• TASK BRIEF
Take the data below and extract the lines from the one with "static void C(unsigned" to the one with "static void T(double", inclusive, exactly as written.

Top of DATA LISTING

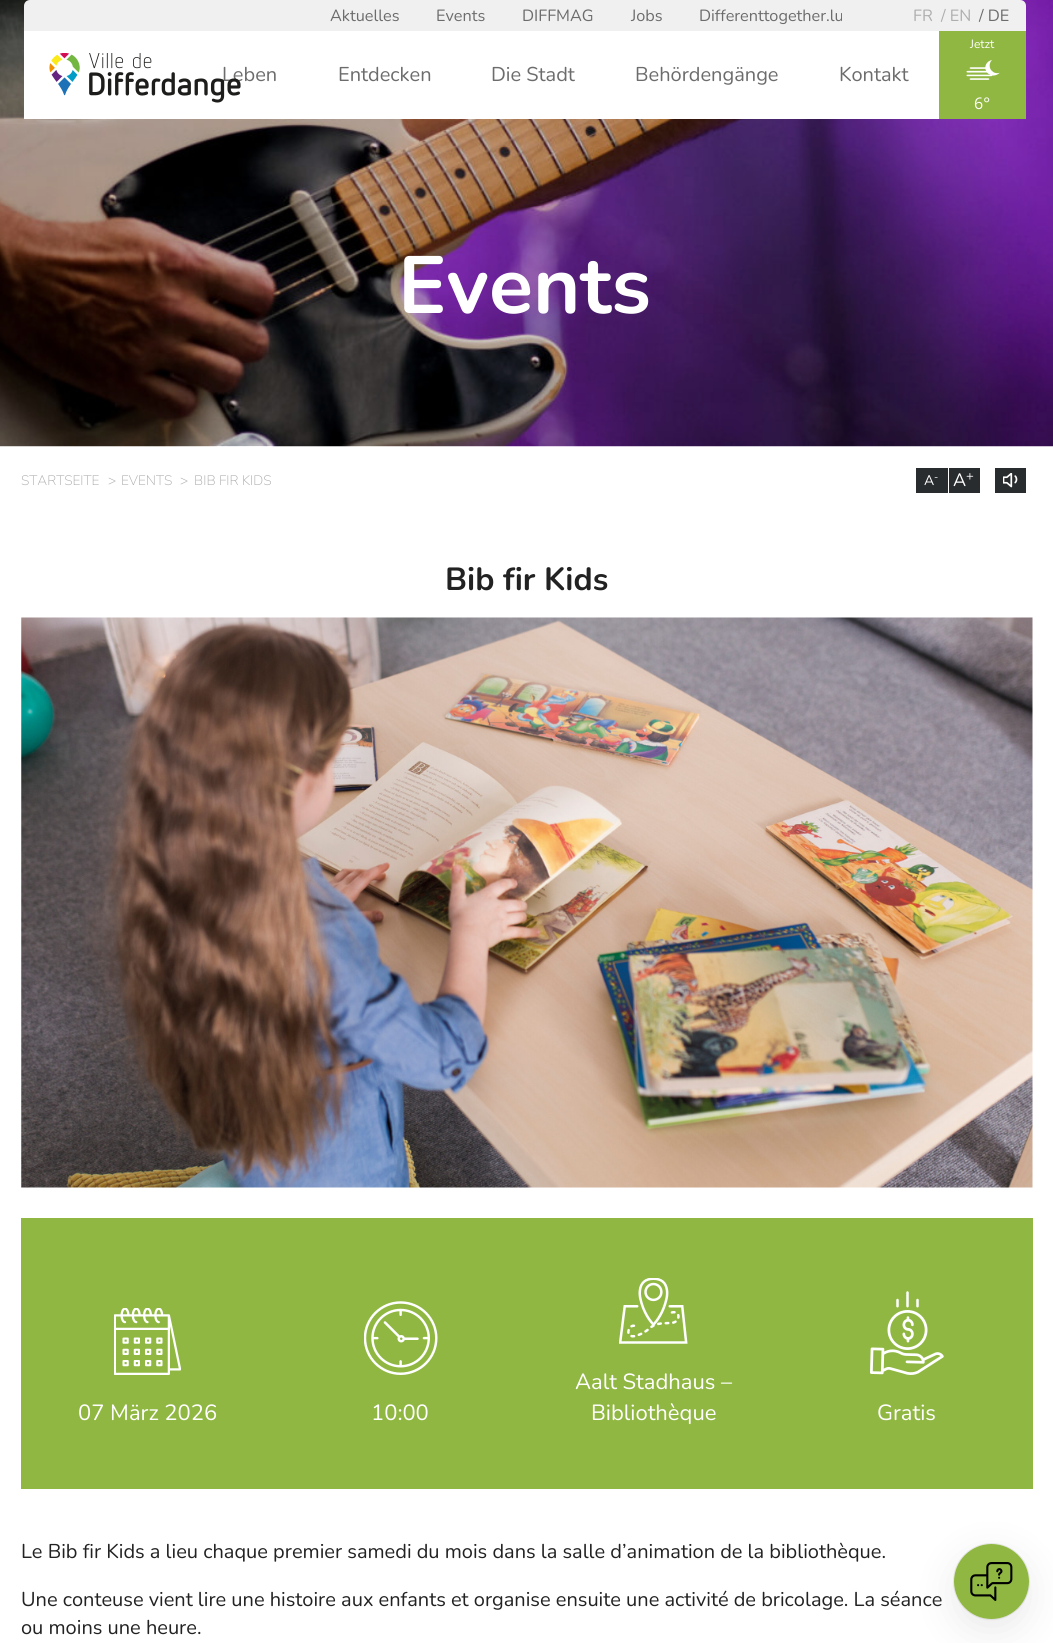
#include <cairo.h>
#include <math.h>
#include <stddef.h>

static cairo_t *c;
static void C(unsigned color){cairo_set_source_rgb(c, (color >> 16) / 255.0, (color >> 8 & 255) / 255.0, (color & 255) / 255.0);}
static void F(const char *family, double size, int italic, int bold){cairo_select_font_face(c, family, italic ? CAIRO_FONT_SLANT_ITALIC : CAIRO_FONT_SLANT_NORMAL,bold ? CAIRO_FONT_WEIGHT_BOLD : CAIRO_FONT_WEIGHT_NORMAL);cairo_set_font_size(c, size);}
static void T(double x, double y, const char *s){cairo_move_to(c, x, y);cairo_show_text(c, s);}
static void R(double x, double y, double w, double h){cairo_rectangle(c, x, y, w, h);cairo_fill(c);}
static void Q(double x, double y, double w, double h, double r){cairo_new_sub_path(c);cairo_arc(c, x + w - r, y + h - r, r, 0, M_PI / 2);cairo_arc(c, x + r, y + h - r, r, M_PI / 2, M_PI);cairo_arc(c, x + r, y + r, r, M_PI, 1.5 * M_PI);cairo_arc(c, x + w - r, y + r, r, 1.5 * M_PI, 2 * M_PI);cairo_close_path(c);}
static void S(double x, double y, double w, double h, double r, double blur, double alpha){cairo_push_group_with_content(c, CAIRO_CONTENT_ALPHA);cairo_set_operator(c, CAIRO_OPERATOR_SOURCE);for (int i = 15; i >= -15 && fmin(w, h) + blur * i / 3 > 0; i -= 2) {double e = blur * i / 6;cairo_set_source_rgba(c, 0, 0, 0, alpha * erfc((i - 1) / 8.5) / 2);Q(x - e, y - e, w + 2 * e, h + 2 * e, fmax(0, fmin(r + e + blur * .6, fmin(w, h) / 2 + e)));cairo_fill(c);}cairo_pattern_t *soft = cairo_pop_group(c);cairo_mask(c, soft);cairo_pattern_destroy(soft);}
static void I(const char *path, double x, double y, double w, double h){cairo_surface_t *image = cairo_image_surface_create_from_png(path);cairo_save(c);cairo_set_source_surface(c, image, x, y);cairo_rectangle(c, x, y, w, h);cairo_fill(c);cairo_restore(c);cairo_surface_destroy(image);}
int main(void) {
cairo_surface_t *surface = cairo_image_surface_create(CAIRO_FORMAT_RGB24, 1053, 1643);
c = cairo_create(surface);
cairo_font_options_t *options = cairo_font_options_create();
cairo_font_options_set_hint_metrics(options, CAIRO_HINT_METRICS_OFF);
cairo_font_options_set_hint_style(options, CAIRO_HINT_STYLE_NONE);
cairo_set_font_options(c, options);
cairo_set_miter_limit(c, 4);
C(0xffffff);
cairo_paint(c);
I("4.png",0,0,1053,447);
C(0xf0f0f0);
cairo_new_path(c);
cairo_move_to(c,30,0);
cairo_line_to(c,1020,0);
cairo_curve_to(c,1023.5,0,1026,2.5,1026,6);
cairo_line_to(c,1026,31);
cairo_line_to(c,24,31);
cairo_line_to(c,24,6);
cairo_curve_to(c,24,2.5,26.5,0,30,0);
cairo_close_path(c);
cairo_fill(c);
F("Nunito",16.25,0,0);
C(0x6c6c6c);
T(330,21,"Aktuelles");
T(436,21,"Events");
T(522,21,"DIFFMAG");
T(631,21,"Jobs");
T(699,21,"Differenttogether.lu");
C(0xaeaeae);
T(913,21,"FR");
T(941,21,"/ EN");
C(0x6c6c6c);
T(979,21,"/ DE");
C(0xffffff);
R(24,31,915,88);
F("Nunito",20,0,0);
C(0x6c6c6c);
T(222,81,"Leben");
I("1.png",49,53,192,50);
T(338,81,"Entdecken");
T(491,81,"Die Stadt");
T(635,81,"Behördengänge");
T(839,81,"Kontakt");
C(0x90b742);
R(939,31,87,88);
F("Nunito",12,0,0);
C(0xffffff);
T(970,48,"Jetzt");
I("2.png",985,60,15,16);
I("3.png",966,67,27,13);
F("Open Sans",16,0,0);
T(974,109,"6°");
F("Nunito",81,0,1);
T(398,313,"Events");
F("Nunito ExtraLight",13.75,0,0);
C(0xa6a6a6);
T(21,485,"STARTSEITE");
T(108,485,">");
T(121,485,"EVENTS");
T(180,485,">");
T(194,485,"BIB FIR KIDS");
C(0x292c2f);
R(916,468,32,25);
F("Nunito",14,0,0);
C(0xffffff);
T(924,485,"A");
F("Nunito",10,0,0);
T(934,480,"-");
C(0x292c2f);
R(949,468,31,25);
F("Nunito",18,0,0);
C(0xffffff);
T(953,486,"A");
F("Nunito",13,0,0);
T(966,480,"+");
C(0x292c2f);
R(995,468,31,25);
I("5.png",1003,473,15,15);
F("Nunito",32,0,1);
C(0x222222);
T(445,590,"Bib fir Kids");
I("6.png",21,617,1012,571);
C(0x90b742);
R(21,1218,1012,271);
I("7.png",114,1308,67,67);
F("Nunito",22,0,0);
C(0xffffff);
T(78,1420,"07 März 2026");
I("8.png",364,1301,74,74);
T(371,1420,"10:00");
I("9.png",619,1278,69,66);
T(575,1389,"Aalt Stadhaus –");
T(591,1420,"Bibliothèque");
I("10.png",870,1291,74,84);
T(877,1420,"Gratis");
F("Nunito",20,0,0);
C(0x222222);
T(21,1558,"Le Bib fir Kids a lieu chaque premier samedi du mois dans la salle d’animation de la bibliothèque.");
T(21,1606,"Une conteuse vient lire une histoire aux enfants et organise ensuite une activité de bricolage. La séance");
T(21,1634,"ou moins une heure.");
cairo_new_path(c);
cairo_arc(c,991.5,1581.5,38,0,2 * M_PI);
cairo_set_source_rgba(c,0.588,0.588,0.588,0.2);
cairo_set_line_width(c,1);
cairo_stroke(c);
C(0x969696);
S(954,1556,75,75,37.5,19,.2);
C(0x90b742);
cairo_arc(c,991.5,1581.5,37.5,0,2 * M_PI);
cairo_fill(c);
I("11.png",970,1562,43,39);
cairo_surface_write_to_png(surface, "o.png");
cairo_font_options_destroy(options);
cairo_destroy(c);
cairo_surface_destroy(surface);
return 0;
}
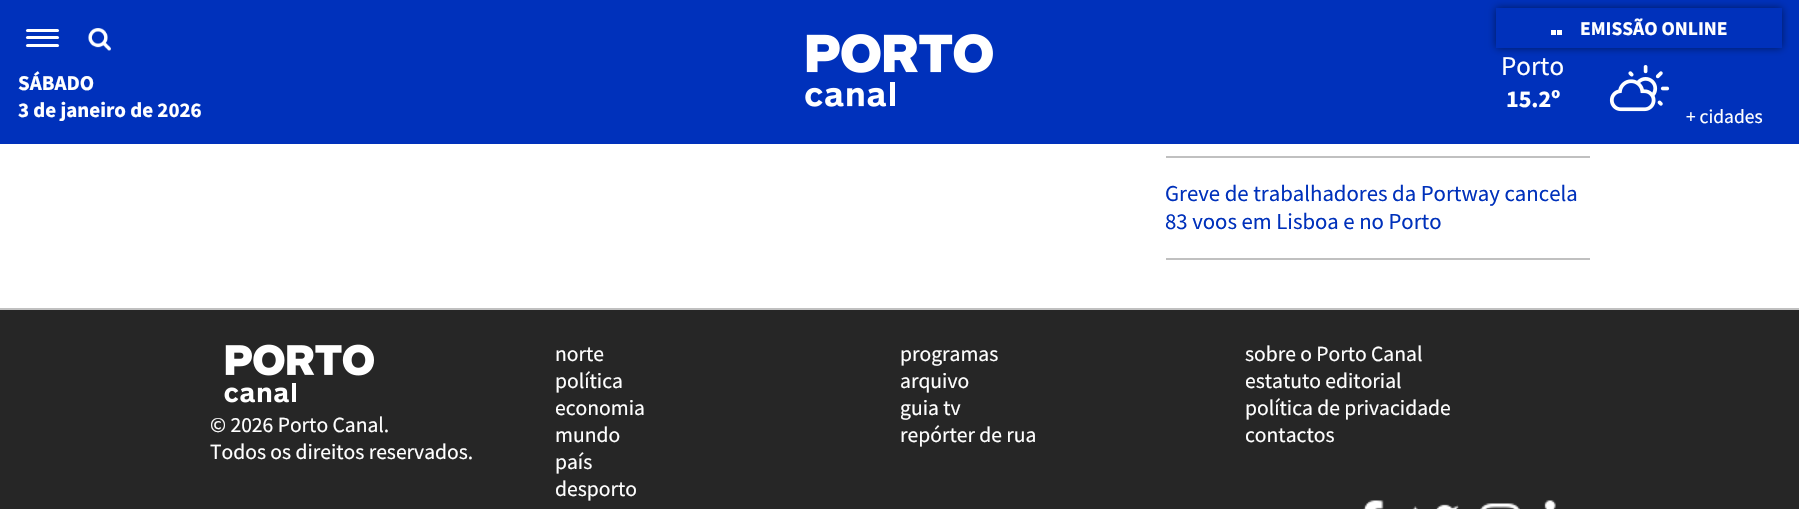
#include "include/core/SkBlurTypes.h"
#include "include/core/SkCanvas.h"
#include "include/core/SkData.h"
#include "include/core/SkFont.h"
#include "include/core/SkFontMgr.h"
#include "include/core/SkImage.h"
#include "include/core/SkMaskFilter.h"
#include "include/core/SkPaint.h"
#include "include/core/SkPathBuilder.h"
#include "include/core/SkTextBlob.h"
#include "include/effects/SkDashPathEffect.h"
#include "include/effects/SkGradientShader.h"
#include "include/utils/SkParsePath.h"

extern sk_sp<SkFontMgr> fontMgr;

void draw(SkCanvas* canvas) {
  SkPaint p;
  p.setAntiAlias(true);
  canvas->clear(SK_ColorWHITE);
  p.setColor(SkColorSetRGB(0, 49, 187));
  canvas->drawRect(SkRect::MakeLTRB(0, 0, 1799, 144), p);
  p.setColor(SK_ColorWHITE);
  canvas->drawRoundRect(SkRect::MakeLTRB(26, 29, 59, 32), 1.5f, 1.5f, p);
  canvas->drawRoundRect(SkRect::MakeLTRB(26, 36, 59, 39), 1.5f, 1.5f, p);
  canvas->drawRoundRect(SkRect::MakeLTRB(26, 44, 59, 47), 1.5f, 1.5f, p);
  canvas->drawImageRect(SkImages::DeferredFromEncodedData(SkData::MakeFromFileName("images/1.png")), SkRect::MakeLTRB(88, 28, 111, 51), SkSamplingOptions());
  canvas->drawImageRect(SkImages::DeferredFromEncodedData(SkData::MakeFromFileName("images/2.png")), SkRect::MakeLTRB(805, 34, 993, 107), SkSamplingOptions());
  canvas->save();
  canvas->clipPath(SkPathBuilder(SkPathFillType::kEvenOdd).moveTo(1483, 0).lineTo(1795, 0).lineTo(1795, 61).lineTo(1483, 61).close().moveTo(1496, 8).lineTo(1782, 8).lineTo(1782, 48).lineTo(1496, 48).close().detach(), true);
  p.setColor(SkColorSetARGB(128, 0, 0, 0));
  p.setMaskFilter(SkMaskFilter::MakeBlur(kNormal_SkBlurStyle, 4));
  canvas->drawRect(SkRect::MakeLTRB(1496, 8, 1782, 48), p);
  p.setMaskFilter(nullptr);
  canvas->restore();
  p.setColor(SK_ColorWHITE);
  canvas->drawRect(SkRect::MakeLTRB(1551, 30, 1556, 35), p);
  canvas->drawRect(SkRect::MakeLTRB(1557, 30, 1562, 35), p);
  canvas->drawImageRect(SkImages::DeferredFromEncodedData(SkData::MakeFromFileName("images/3.png")), SkRect::MakeLTRB(1609, 65, 1670, 112), SkSamplingOptions());
  p.setColor(SkColorSetRGB(192, 192, 192));
  canvas->drawRect(SkRect::MakeLTRB(1166, 156, 1590, 158), p);
  canvas->drawRect(SkRect::MakeLTRB(1166, 258, 1590, 260), p);
  p.setColor(SkColorSetRGB(38, 38, 38));
  canvas->drawRect(SkRect::MakeLTRB(0, 310, 1799, 509), p);
  p.setColor(SkColorSetRGB(192, 192, 192));
  canvas->drawRect(SkRect::MakeLTRB(0, 308, 1799, 310), p);
  canvas->drawImageRect(SkImages::DeferredFromEncodedData(SkData::MakeFromFileName("images/4.png")), SkRect::MakeLTRB(224, 344, 374, 403), SkSamplingOptions());
  canvas->drawImageRect(SkImages::DeferredFromEncodedData(SkData::MakeFromFileName("images/5.png")), SkRect::MakeLTRB(1363, 500, 1384, 509), SkSamplingOptions());
  canvas->drawImageRect(SkImages::DeferredFromEncodedData(SkData::MakeFromFileName("images/6.png")), SkRect::MakeLTRB(1412, 504, 1459, 509), SkSamplingOptions());
  canvas->drawImageRect(SkImages::DeferredFromEncodedData(SkData::MakeFromFileName("images/7.png")), SkRect::MakeLTRB(1480, 503, 1520, 509), SkSamplingOptions());
  canvas->drawImageRect(SkImages::DeferredFromEncodedData(SkData::MakeFromFileName("images/8.png")), SkRect::MakeLTRB(1544, 500, 1556, 509), SkSamplingOptions());
  SkFont font1(fontMgr->matchFamilyStyle("Source Sans Pro", SkFontStyle::Bold()), 21);
  font1.setSubpixel(true);
  p.setColor(SK_ColorWHITE);
  canvas->drawString("SÁBADO", 18, 90, font1, p);
  canvas->drawString("3 de janeiro de 2026", 18, 117, font1, p);
  SkFont font2(fontMgr->matchFamilyStyle("Source Sans Pro", SkFontStyle::Bold()), 19.5f);
  font2.setSubpixel(true);
  canvas->drawString("EMISSÃO ONLINE", 1580, 35, font2, p);
  SkFont font3(fontMgr->matchFamilyStyle("Source Sans Pro", SkFontStyle::Normal()), 27);
  font3.setSubpixel(true);
  canvas->drawString("Porto", 1501, 75, font3, p);
  SkFont font4(fontMgr->matchFamilyStyle("Source Sans Pro", SkFontStyle::Bold()), 24);
  font4.setSubpixel(true);
  canvas->drawString("15.2º", 1506, 107, font4, p);
  SkFont font5(fontMgr->matchFamilyStyle("Source Sans Pro", SkFontStyle::Normal()), 19.5f);
  font5.setSubpixel(true);
  canvas->drawString("+ cidades", 1686, 123, font5, p);
  SkFont font6(fontMgr->matchFamilyStyle("Source Sans Pro", SkFontStyle::Normal()), 22.75f);
  font6.setSubpixel(true);
  p.setColor(SkColorSetRGB(0, 49, 187));
  canvas->drawString("Greve de trabalhadores da Portway cancela", 1165, 201, font6, p);
  canvas->drawString("83 voos em Lisboa e no Porto", 1165, 229, font6, p);
  SkFont font7(fontMgr->matchFamilyStyle("Source Sans Pro", SkFontStyle::Normal()), 21.6f);
  font7.setSubpixel(true);
  p.setColor(SK_ColorWHITE);
  canvas->drawString("© 2026 Porto Canal.", 210, 432, font7, p);
  canvas->drawString("Todos os direitos reservados.", 210, 459, font7, p);
  canvas->drawString("norte", 555, 361, font7, p);
  canvas->drawString("política", 555, 388, font7, p);
  canvas->drawString("economia", 555, 415, font7, p);
  canvas->drawString("mundo", 555, 442, font7, p);
  canvas->drawString("país", 555, 469, font7, p);
  canvas->drawString("desporto", 555, 496, font7, p);
  canvas->drawString("programas", 900, 361, font7, p);
  canvas->drawString("arquivo", 900, 388, font7, p);
  canvas->drawString("guia tv", 900, 415, font7, p);
  canvas->drawString("repórter de rua", 900, 442, font7, p);
  canvas->drawString("sobre o Porto Canal", 1245, 361, font7, p);
  canvas->drawString("estatuto editorial", 1245, 388, font7, p);
  canvas->drawString("política de privacidade", 1245, 415, font7, p);
  canvas->drawString("contactos", 1245, 442, font7, p);
}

Bottom of DATA LISTING

• RESPONSE BOX
static void C(unsigned color){cairo_set_source_rgb(c, (color >> 16) / 255.0, (color >> 8 & 255) / 255.0, (color & 255) / 255.0);}
static void F(const char *family, double size, int italic, int bold){cairo_select_font_face(c, family, italic ? CAIRO_FONT_SLANT_ITALIC : CAIRO_FONT_SLANT_NORMAL,bold ? CAIRO_FONT_WEIGHT_BOLD : CAIRO_FONT_WEIGHT_NORMAL);cairo_set_font_size(c, size);}
static void T(double x, double y, const char *s){cairo_move_to(c, x, y);cairo_show_text(c, s);}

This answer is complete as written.